Four Data Sharding Strategies We Analyzed in Building a Distributed SQL Database
A distributed SQL database needs to automatically partition the data in a table and distribute it across nodes. This is known as data sharding and it can be achieved through different strategies, each with its own tradeoffs. In this post, we will examine various data sharding strategies for a distributed SQL database, analyze the tradeoffs, explain the rationale for which of these strategies YugabyteDB supports and what we picked as the default sharding strategy.

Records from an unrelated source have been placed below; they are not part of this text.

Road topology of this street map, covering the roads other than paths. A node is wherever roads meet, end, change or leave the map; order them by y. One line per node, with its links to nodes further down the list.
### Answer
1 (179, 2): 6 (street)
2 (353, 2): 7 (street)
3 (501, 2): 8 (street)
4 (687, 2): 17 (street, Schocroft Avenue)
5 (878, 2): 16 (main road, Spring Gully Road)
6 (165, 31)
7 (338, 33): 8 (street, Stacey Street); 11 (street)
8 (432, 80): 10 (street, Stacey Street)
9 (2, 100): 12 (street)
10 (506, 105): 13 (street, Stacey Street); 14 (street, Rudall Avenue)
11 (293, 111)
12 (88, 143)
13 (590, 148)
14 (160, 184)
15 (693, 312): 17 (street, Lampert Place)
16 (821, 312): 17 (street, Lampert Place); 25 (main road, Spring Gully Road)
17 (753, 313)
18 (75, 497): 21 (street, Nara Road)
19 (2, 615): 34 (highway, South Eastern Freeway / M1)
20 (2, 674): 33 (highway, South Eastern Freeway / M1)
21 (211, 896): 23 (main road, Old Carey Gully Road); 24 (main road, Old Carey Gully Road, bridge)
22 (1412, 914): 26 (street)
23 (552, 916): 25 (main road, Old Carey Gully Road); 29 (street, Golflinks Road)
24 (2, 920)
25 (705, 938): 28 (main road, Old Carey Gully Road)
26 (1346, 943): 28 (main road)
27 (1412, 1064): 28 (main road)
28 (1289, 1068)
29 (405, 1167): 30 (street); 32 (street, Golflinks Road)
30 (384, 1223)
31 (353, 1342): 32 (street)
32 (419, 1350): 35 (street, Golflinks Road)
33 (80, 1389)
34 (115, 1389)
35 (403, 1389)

Lessons from building sharded data systems
Data sharding helps in scalability and geo-distribution by horizontally partitioning data. A SQL table is decomposed into multiple sets of rows according to a specific sharding strategy. Each of these sets of rows is called a shard. These shards are distributed across multiple server nodes (containers, VMs, bare-metal) in a shared-nothing architecture. This ensures that the shards do not get bottlenecked by the compute, storage and networking resources available at a single node. High availability is achieved by replicating each shard across multiple nodes. However, the application interacts with a SQL table as one logical unit and remains agnostic to the physical placement of the shards. In this section, we will outline the pros, cons and our practical learnings from the sharding strategies adopted by these databases.
Memcached and Redis – Algorithmic Sharding
Distributed caches have had to distribute data across multiple nodes for a while. A commonly used technique is algorithmic sharding, where each key consistently maps to the same node. This is achieved by computing a numeric hash value out of the key and computing a modulo of that hash using the total number of nodes to compute which node owns the key.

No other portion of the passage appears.